EXERCISE GOAL:
What you return should be each line of the data containing the string "Parental".

::: MATERIAL TO PROCESS

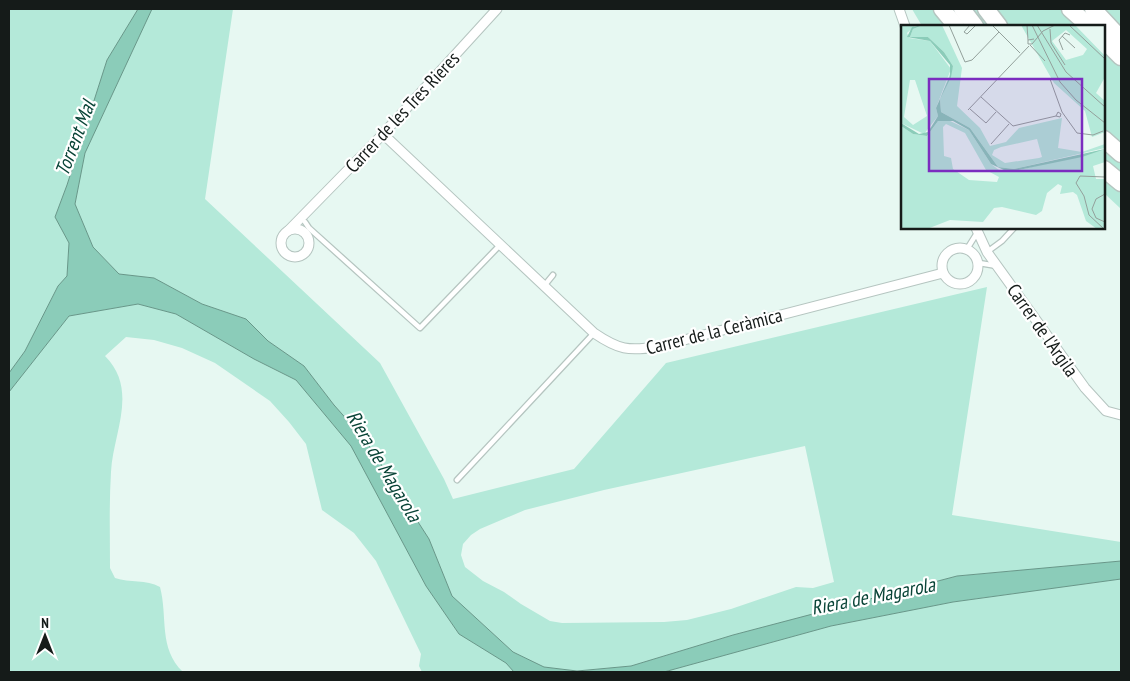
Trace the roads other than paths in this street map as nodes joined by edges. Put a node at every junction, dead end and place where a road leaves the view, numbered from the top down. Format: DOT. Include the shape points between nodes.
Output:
graph roads {
  1 [pos="498,9"];
  2 [pos="899,9"];
  3 [pos="942,9"];
  4 [pos="962,9"];
  5 [pos="986,9"];
  6 [pos="1070,9"];
  7 [pos="1092,9"];
  8 [pos="906,25"];
  9 [pos="955,25"];
  10 [pos="974,25"];
  11 [pos="998,25"];
  12 [pos="1088,25"];
  13 [pos="1121,39"];
  14 [pos="1105,41"];
  15 [pos="1121,57"];
  16 [pos="383,134"];
  17 [pos="1105,140"];
  18 [pos="1121,154"];
  19 [pos="1105,170"];
  20 [pos="1121,183"];
  21 [pos="305,218"];
  22 [pos="1013,229"];
  23 [pos="290,230"];
  24 [pos="977,230"];
  25 [pos="305,233"];
  26 [pos="500,245"];
  27 [pos="967,249"];
  28 [pos="988,252"];
  29 [pos="978,263"];
  30 [pos="998,266"];
  31 [pos="943,272"];
  32 [pos="553,275"];
  33 [pos="544,286"];
  34 [pos="594,333"];
  35 [pos="1121,415"];
  36 [pos="457,480"];
  1 -- 16 [label="street, Carrer de les Tres Rieres"];
  2 -- 8 [label="street"];
  3 -- 9 [label="highway"];
  4 -- 10 [label="highway"];
  5 -- 11 [label="highway"];
  6 -- 12 [label="highway"];
  7 -- 13 [label="highway"];
  14 -- 15 [label="highway"];
  16 -- 21 [label="street, Carrer de les Tres Rieres"];
  16 -- 26 [label="street, Carrer de la Ceràmica"];
  17 -- 18 [label="highway"];
  19 -- 20 [label="highway"];
  21 -- 23 [label="street, Carrer de les Tres Rieres"];
  21 -- 25 [label="street, Carrer de les Tres Rieres"];
  21 -- 26 [label="lane" via="309,228 420,328"];
  22 -- 28 [label="lane"];
  23 -- 25 [label="street" via="298,229"];
  23 -- 25 [label="street, Carrer de les Tres Rieres" via="283,236 282,246 286,254 295,257 307,250 309,241"];
  24 -- 27 [label="lane"];
  24 -- 28 [label="street, Carrer de l'Argila"];
  26 -- 33 [label="street, Carrer de la Ceràmica"];
  27 -- 29 [label="street" via="975,254"];
  27 -- 31 [label="street" via="955,248 945,255"];
  28 -- 30 [label="street, Carrer de l'Argila"];
  29 -- 30 [label="lane"];
  29 -- 31 [label="street" via="973,279 962,284 951,281"];
  30 -- 35 [label="street, Carrer de l'Argila" via="1085,388 1106,410"];
  31 -- 34 [label="street, Carrer de la Ceràmica" via="638,350 619,348"];
  32 -- 33 [label="lane"];
  33 -- 34 [label="street, Carrer de la Ceràmica"];
  34 -- 36 [label="lane"];
}
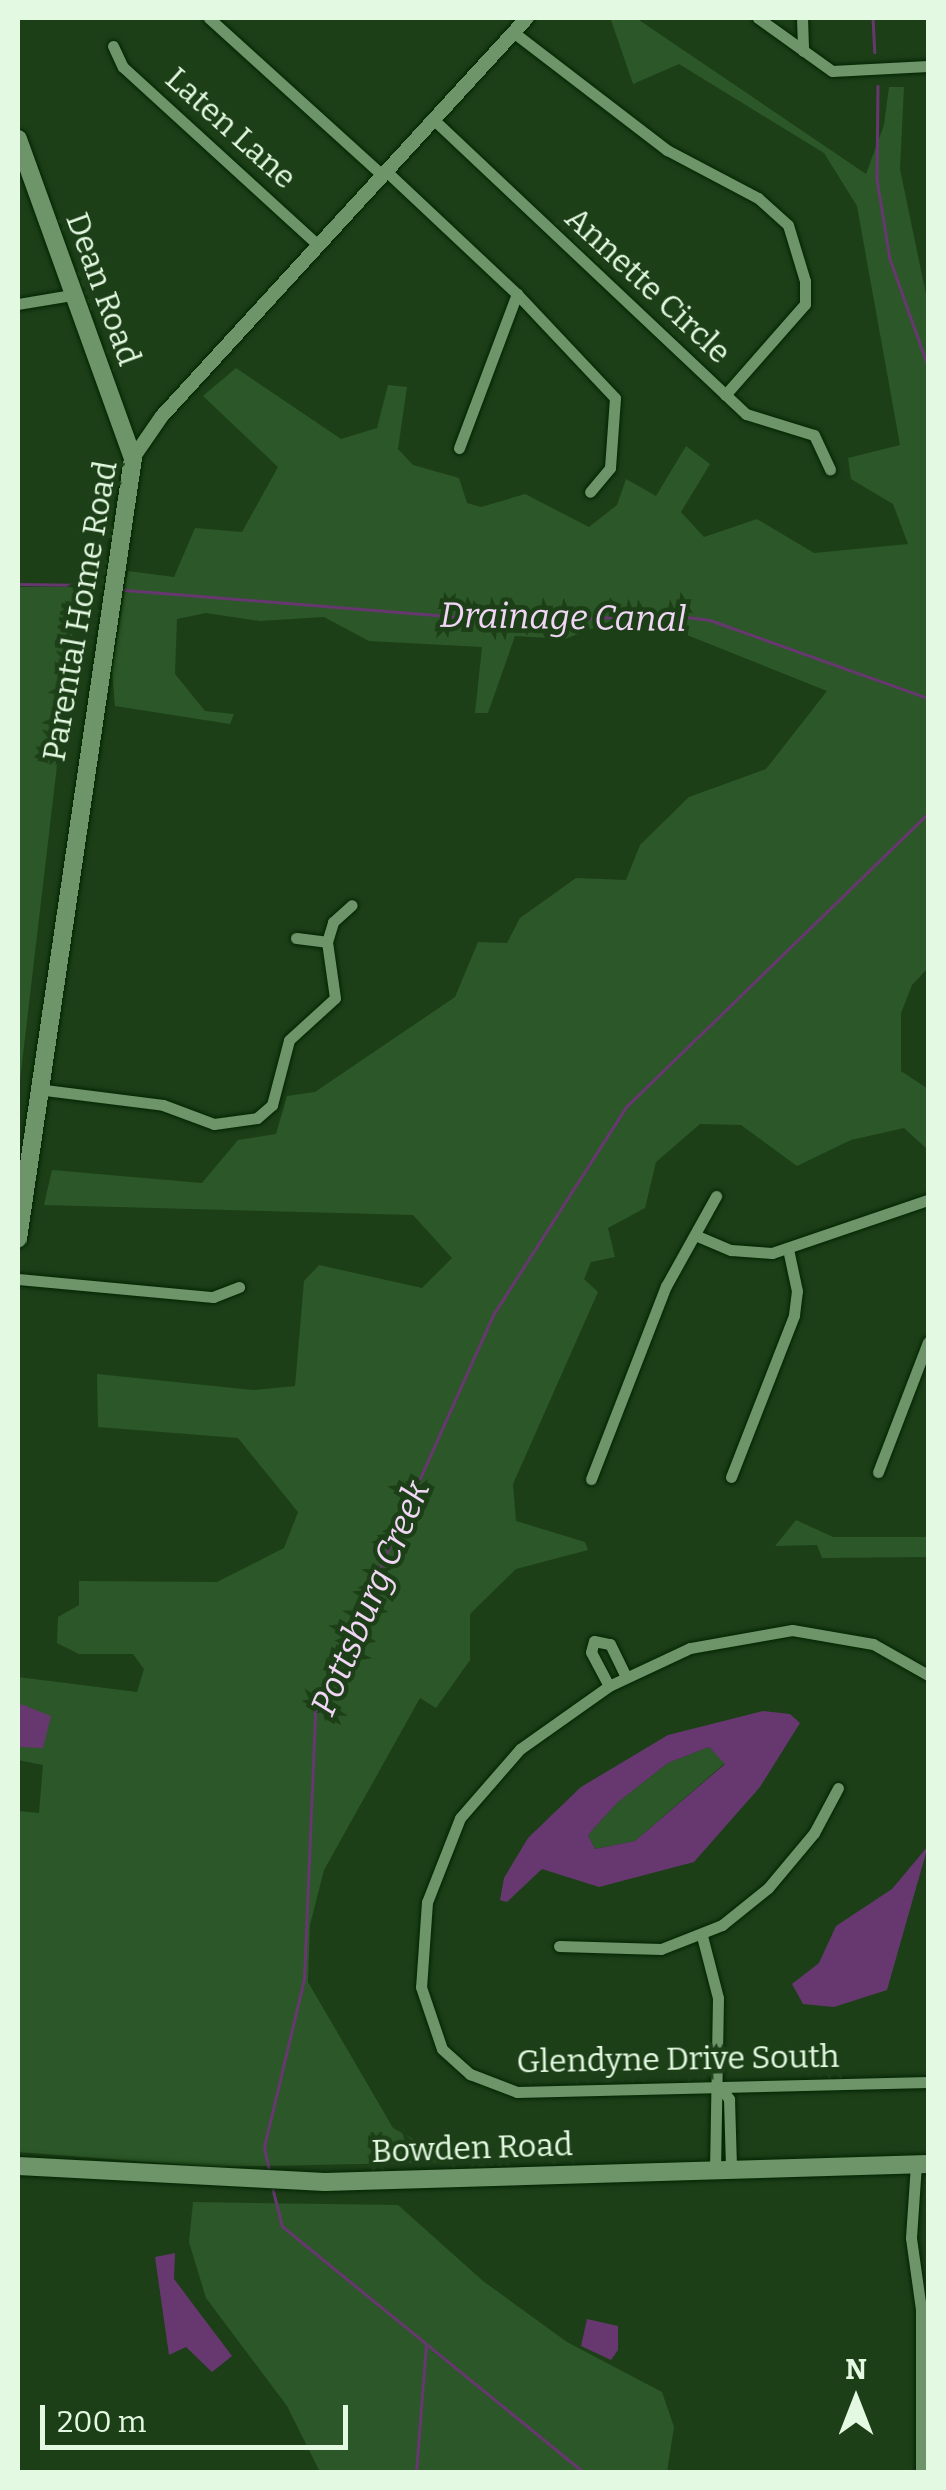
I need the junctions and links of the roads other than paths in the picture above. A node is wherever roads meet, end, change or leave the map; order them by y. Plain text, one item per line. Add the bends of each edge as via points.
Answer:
1 (209, 18) edge
2 (527, 18) edge
3 (758, 18) edge
4 (802, 18) edge
5 (513, 32) junction
6 (113, 46) dead end
7 (803, 52) junction
8 (928, 66) edge
9 (433, 119) junction
10 (18, 139) edge
11 (384, 173) junction
12 (318, 246) junction
13 (517, 294) junction
14 (72, 295) junction
15 (18, 304) edge
16 (724, 396) junction
17 (460, 448) dead end
18 (134, 458) junction
19 (830, 470) dead end
20 (590, 492) dead end
21 (352, 905) dead end
22 (296, 938) dead end
23 (327, 942) junction
24 (38, 1089) junction
25 (21, 1186) edge
26 (716, 1196) dead end
27 (928, 1200) edge
28 (695, 1235) junction
29 (18, 1239) edge
30 (788, 1249) junction
31 (18, 1279) edge
32 (239, 1287) dead end
33 (928, 1342) edge
34 (878, 1472) dead end
35 (731, 1477) dead end
36 (591, 1478) dead end
37 (927, 1672) edge
38 (626, 1676) junction
39 (610, 1686) junction
40 (838, 1788) dead end
41 (702, 1936) junction
42 (559, 1946) dead end
43 (928, 2082) edge
44 (721, 2088) junction
45 (922, 2164) edge
46 (18, 2166) edge
47 (723, 2169) junction
48 (921, 2472) edge

1 - 11 street
2 - 5 street, Parental Home Road
3 - 7 street
4 - 7 street
5 - 9 street, Parental Home Road
5 - 16 street via 667,150 758,198 788,226 805,304
6 - 12 street, Laten Lane via 123,67
7 - 8 street via 832,71
9 - 11 street, Parental Home Road
9 - 16 street, Annette Circle
10 - 14 main road, Dean Road
11 - 12 street, Parental Home Road
11 - 13 street
12 - 18 street, Parental Home Road via 162,416
13 - 17 street
13 - 20 street via 615,398 610,468
14 - 15 street
14 - 18 main road, Dean Road
16 - 19 street, Annette Circle via 754,420 814,434
18 - 24 main road, Parental Home Road
21 - 23 street via 332,922
22 - 23 street
23 - 24 street via 335,998 289,1040 272,1105 257,1118 214,1124 163,1105
24 - 25 main road, Parental Home Road
25 - 29 main road, Parental Home Road
26 - 28 street
27 - 30 street
28 - 30 street via 749,1254
28 - 36 street via 666,1286
30 - 35 street via 796,1278 794,1315
31 - 32 street via 213,1298
33 - 34 street
37 - 38 street via 873,1644 792,1630 690,1648
38 - 39 street
38 - 39 street via 610,1644 594,1641 591,1652
39 - 44 street, Glendyne Drive South via 499,1768 460,1818 427,1902 423,2002 442,2049 470,2074 517,2092
40 - 41 street via 814,1833 768,1888
41 - 42 street via 640,1951
41 - 44 street via 718,1998
43 - 44 street, Glendyne Drive South
44 - 47 street via 714,2099
45 - 47 main road, Bowden Road
45 - 48 street via 910,2238 921,2308
46 - 47 main road, Bowden Road via 325,2182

::::::

EXERCISE RESPONSE:
2 - 5 street, Parental Home Road
5 - 9 street, Parental Home Road
9 - 11 street, Parental Home Road
11 - 12 street, Parental Home Road
12 - 18 street, Parental Home Road via 162,416
18 - 24 main road, Parental Home Road
24 - 25 main road, Parental Home Road
25 - 29 main road, Parental Home Road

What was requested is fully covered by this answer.